**EXERCISE DETAILS**: Filter the records below down to lines containing "Plain".

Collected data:
■ ■ ■ ■ ■

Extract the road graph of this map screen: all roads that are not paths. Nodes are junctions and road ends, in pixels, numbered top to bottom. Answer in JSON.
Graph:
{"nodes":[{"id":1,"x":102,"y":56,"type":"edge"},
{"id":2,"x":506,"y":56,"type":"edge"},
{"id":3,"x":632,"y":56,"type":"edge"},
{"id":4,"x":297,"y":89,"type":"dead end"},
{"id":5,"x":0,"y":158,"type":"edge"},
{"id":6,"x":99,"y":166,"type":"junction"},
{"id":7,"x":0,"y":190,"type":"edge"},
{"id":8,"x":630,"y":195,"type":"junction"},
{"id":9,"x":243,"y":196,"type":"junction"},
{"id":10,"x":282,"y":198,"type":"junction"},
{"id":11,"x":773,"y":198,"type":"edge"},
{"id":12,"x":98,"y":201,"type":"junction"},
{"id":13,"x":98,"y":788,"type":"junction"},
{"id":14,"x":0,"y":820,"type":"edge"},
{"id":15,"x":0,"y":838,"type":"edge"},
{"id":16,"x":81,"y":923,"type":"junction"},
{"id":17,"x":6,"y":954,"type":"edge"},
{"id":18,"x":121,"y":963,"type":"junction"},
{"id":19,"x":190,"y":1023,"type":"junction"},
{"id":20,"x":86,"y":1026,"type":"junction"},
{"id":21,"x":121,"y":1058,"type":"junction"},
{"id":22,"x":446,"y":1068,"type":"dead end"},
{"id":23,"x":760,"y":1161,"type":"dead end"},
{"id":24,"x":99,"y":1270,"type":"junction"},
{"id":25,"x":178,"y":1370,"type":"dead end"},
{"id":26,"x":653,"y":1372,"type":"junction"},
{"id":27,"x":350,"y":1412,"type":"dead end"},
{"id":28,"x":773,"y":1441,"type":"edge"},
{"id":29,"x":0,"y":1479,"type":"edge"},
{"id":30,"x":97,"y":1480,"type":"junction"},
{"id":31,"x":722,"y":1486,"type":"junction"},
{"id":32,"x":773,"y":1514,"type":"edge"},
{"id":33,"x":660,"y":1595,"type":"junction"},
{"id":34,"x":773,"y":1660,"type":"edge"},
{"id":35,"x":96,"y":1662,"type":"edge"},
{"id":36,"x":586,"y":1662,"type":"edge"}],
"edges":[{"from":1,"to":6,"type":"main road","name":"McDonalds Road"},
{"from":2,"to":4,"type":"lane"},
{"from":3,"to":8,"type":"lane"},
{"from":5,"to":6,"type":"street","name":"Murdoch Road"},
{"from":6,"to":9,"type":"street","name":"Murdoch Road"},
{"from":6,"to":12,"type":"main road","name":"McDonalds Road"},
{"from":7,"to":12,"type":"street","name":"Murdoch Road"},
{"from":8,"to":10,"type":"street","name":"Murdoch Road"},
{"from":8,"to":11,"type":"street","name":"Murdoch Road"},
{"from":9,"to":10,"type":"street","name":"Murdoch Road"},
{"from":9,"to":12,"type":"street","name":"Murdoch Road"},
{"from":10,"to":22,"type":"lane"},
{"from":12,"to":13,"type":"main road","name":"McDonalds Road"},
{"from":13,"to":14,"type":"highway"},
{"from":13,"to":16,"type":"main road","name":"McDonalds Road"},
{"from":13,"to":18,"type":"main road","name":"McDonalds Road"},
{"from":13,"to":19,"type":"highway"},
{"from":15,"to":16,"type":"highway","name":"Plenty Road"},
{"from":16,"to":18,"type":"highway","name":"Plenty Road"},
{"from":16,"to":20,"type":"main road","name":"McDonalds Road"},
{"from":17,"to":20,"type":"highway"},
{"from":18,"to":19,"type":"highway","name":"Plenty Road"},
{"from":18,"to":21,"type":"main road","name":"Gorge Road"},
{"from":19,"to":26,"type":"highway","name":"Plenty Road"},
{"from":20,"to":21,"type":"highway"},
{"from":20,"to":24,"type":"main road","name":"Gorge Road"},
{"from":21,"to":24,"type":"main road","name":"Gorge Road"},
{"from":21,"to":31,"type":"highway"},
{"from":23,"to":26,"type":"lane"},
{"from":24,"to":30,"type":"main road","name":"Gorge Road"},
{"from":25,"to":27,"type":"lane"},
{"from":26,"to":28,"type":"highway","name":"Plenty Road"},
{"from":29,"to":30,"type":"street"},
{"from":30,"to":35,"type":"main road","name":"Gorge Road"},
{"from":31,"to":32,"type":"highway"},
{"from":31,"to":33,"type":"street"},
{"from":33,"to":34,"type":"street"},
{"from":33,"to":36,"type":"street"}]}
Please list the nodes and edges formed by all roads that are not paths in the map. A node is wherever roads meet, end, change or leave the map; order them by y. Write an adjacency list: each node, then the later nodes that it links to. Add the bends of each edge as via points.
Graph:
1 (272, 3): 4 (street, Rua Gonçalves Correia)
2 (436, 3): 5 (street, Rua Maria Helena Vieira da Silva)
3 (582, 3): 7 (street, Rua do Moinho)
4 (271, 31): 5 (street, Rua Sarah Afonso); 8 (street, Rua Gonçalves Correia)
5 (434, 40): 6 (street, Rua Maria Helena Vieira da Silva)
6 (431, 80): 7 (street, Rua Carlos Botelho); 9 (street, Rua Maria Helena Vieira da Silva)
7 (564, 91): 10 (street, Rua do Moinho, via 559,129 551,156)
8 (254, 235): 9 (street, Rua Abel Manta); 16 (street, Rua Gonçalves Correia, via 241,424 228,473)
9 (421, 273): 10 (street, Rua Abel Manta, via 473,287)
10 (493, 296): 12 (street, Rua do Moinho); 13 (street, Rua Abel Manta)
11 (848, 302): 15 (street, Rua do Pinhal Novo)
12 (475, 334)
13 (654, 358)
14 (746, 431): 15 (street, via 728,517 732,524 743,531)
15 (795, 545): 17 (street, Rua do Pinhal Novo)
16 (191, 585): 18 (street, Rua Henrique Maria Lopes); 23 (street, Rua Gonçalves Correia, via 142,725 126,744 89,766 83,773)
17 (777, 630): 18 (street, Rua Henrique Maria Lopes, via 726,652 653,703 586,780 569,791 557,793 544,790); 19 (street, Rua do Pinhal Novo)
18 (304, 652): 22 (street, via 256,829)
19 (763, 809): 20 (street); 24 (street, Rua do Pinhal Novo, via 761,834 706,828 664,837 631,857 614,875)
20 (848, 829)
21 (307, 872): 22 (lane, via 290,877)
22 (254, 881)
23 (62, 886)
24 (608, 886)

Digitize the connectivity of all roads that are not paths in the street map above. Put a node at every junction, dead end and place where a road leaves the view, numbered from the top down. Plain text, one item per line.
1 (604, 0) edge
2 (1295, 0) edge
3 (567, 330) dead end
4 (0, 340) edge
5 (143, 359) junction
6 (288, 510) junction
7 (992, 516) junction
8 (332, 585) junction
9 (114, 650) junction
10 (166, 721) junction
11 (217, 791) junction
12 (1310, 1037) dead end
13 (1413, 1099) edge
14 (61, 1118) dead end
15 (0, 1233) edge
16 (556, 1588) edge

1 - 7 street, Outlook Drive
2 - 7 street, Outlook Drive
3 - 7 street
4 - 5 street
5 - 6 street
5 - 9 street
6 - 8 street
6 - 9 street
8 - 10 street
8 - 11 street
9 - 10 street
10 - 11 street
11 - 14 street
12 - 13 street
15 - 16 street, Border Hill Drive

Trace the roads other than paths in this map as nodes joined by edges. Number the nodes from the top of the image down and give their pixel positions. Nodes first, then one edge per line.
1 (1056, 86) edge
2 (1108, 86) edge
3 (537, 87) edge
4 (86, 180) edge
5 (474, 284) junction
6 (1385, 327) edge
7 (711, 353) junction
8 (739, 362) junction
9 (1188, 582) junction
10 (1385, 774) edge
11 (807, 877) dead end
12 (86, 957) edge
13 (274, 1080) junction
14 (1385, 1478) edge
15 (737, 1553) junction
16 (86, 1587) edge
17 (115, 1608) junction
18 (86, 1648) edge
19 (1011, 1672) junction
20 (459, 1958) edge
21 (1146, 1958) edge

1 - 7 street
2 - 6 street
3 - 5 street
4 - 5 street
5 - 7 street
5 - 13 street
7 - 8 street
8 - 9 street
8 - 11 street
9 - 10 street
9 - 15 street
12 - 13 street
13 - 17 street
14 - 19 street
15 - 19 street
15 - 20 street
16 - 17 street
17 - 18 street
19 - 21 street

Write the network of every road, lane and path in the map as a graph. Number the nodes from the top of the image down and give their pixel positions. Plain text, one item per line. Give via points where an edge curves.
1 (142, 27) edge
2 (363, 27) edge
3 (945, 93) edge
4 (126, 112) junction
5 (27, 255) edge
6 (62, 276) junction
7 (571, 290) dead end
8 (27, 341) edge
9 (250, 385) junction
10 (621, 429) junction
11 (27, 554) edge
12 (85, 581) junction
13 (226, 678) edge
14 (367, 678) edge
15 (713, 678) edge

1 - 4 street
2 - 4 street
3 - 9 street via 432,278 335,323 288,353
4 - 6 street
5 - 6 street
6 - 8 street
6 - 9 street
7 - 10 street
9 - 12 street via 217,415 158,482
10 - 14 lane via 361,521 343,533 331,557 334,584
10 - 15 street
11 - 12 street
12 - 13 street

■ ■ ■ ■ ■

**TASK OUTPUT**:
Digitize the connectivity of all roads that are not paths in the street map above. Put a node at every junction, dead end and place where a road leaves the view, numbered from the top down. Plain text, one item per line.
Write the network of every road, lane and path in the map as a graph. Number the nodes from the top of the image down and give their pixel positions. Plain text, one item per line. Give via points where an edge curves.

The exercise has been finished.